[[ INPUT DATA open ]]

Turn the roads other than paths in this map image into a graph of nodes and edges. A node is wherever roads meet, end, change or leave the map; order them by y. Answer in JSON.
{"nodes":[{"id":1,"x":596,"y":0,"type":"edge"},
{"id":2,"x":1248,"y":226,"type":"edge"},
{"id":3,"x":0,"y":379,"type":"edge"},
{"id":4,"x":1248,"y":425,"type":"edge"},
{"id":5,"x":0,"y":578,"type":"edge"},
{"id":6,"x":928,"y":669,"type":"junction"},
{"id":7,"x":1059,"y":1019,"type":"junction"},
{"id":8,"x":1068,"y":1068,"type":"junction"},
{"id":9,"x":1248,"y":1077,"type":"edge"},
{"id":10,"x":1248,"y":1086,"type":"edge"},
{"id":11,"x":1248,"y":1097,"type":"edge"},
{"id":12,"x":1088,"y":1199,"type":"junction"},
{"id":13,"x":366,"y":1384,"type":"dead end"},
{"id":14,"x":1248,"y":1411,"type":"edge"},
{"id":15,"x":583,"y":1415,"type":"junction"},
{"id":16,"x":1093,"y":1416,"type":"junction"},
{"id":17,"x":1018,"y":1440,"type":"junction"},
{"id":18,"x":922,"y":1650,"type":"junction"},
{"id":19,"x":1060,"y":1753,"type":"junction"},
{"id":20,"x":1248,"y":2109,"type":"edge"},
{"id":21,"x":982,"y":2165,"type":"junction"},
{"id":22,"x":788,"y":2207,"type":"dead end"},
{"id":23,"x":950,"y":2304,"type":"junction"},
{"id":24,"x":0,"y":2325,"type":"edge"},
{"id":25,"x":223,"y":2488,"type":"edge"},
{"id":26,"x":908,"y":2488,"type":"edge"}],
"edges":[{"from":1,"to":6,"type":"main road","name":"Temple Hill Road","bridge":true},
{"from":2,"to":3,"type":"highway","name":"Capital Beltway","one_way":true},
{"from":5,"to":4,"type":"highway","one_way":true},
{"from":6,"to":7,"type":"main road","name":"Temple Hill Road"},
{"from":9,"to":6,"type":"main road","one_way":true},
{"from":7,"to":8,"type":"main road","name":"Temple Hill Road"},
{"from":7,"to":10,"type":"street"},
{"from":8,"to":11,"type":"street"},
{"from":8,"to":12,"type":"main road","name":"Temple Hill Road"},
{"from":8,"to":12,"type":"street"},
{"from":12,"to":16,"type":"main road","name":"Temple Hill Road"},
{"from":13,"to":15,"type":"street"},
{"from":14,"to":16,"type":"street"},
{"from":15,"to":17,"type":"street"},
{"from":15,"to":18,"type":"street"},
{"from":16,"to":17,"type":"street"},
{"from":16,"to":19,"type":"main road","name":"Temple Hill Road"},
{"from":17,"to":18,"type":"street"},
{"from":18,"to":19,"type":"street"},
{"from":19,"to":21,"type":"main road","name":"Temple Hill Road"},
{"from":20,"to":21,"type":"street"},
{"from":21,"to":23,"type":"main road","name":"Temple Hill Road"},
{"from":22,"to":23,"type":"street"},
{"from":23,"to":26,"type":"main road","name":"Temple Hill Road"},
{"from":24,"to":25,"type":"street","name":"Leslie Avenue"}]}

[[ INPUT DATA closed ]]

Word for word, copy out all of the data shown above.

Turn the roads other than paths in this map image into a graph of nodes and edges. A node is wherever roads meet, end, change or leave the map; order them by y. Answer in JSON.
{"nodes":[{"id":1,"x":596,"y":0,"type":"edge"},
{"id":2,"x":1248,"y":226,"type":"edge"},
{"id":3,"x":0,"y":379,"type":"edge"},
{"id":4,"x":1248,"y":425,"type":"edge"},
{"id":5,"x":0,"y":578,"type":"edge"},
{"id":6,"x":928,"y":669,"type":"junction"},
{"id":7,"x":1059,"y":1019,"type":"junction"},
{"id":8,"x":1068,"y":1068,"type":"junction"},
{"id":9,"x":1248,"y":1077,"type":"edge"},
{"id":10,"x":1248,"y":1086,"type":"edge"},
{"id":11,"x":1248,"y":1097,"type":"edge"},
{"id":12,"x":1088,"y":1199,"type":"junction"},
{"id":13,"x":366,"y":1384,"type":"dead end"},
{"id":14,"x":1248,"y":1411,"type":"edge"},
{"id":15,"x":583,"y":1415,"type":"junction"},
{"id":16,"x":1093,"y":1416,"type":"junction"},
{"id":17,"x":1018,"y":1440,"type":"junction"},
{"id":18,"x":922,"y":1650,"type":"junction"},
{"id":19,"x":1060,"y":1753,"type":"junction"},
{"id":20,"x":1248,"y":2109,"type":"edge"},
{"id":21,"x":982,"y":2165,"type":"junction"},
{"id":22,"x":788,"y":2207,"type":"dead end"},
{"id":23,"x":950,"y":2304,"type":"junction"},
{"id":24,"x":0,"y":2325,"type":"edge"},
{"id":25,"x":223,"y":2488,"type":"edge"},
{"id":26,"x":908,"y":2488,"type":"edge"}],
"edges":[{"from":1,"to":6,"type":"main road","name":"Temple Hill Road","bridge":true},
{"from":2,"to":3,"type":"highway","name":"Capital Beltway","one_way":true},
{"from":5,"to":4,"type":"highway","one_way":true},
{"from":6,"to":7,"type":"main road","name":"Temple Hill Road"},
{"from":9,"to":6,"type":"main road","one_way":true},
{"from":7,"to":8,"type":"main road","name":"Temple Hill Road"},
{"from":7,"to":10,"type":"street"},
{"from":8,"to":11,"type":"street"},
{"from":8,"to":12,"type":"main road","name":"Temple Hill Road"},
{"from":8,"to":12,"type":"street"},
{"from":12,"to":16,"type":"main road","name":"Temple Hill Road"},
{"from":13,"to":15,"type":"street"},
{"from":14,"to":16,"type":"street"},
{"from":15,"to":17,"type":"street"},
{"from":15,"to":18,"type":"street"},
{"from":16,"to":17,"type":"street"},
{"from":16,"to":19,"type":"main road","name":"Temple Hill Road"},
{"from":17,"to":18,"type":"street"},
{"from":18,"to":19,"type":"street"},
{"from":19,"to":21,"type":"main road","name":"Temple Hill Road"},
{"from":20,"to":21,"type":"street"},
{"from":21,"to":23,"type":"main road","name":"Temple Hill Road"},
{"from":22,"to":23,"type":"street"},
{"from":23,"to":26,"type":"main road","name":"Temple Hill Road"},
{"from":24,"to":25,"type":"street","name":"Leslie Avenue"}]}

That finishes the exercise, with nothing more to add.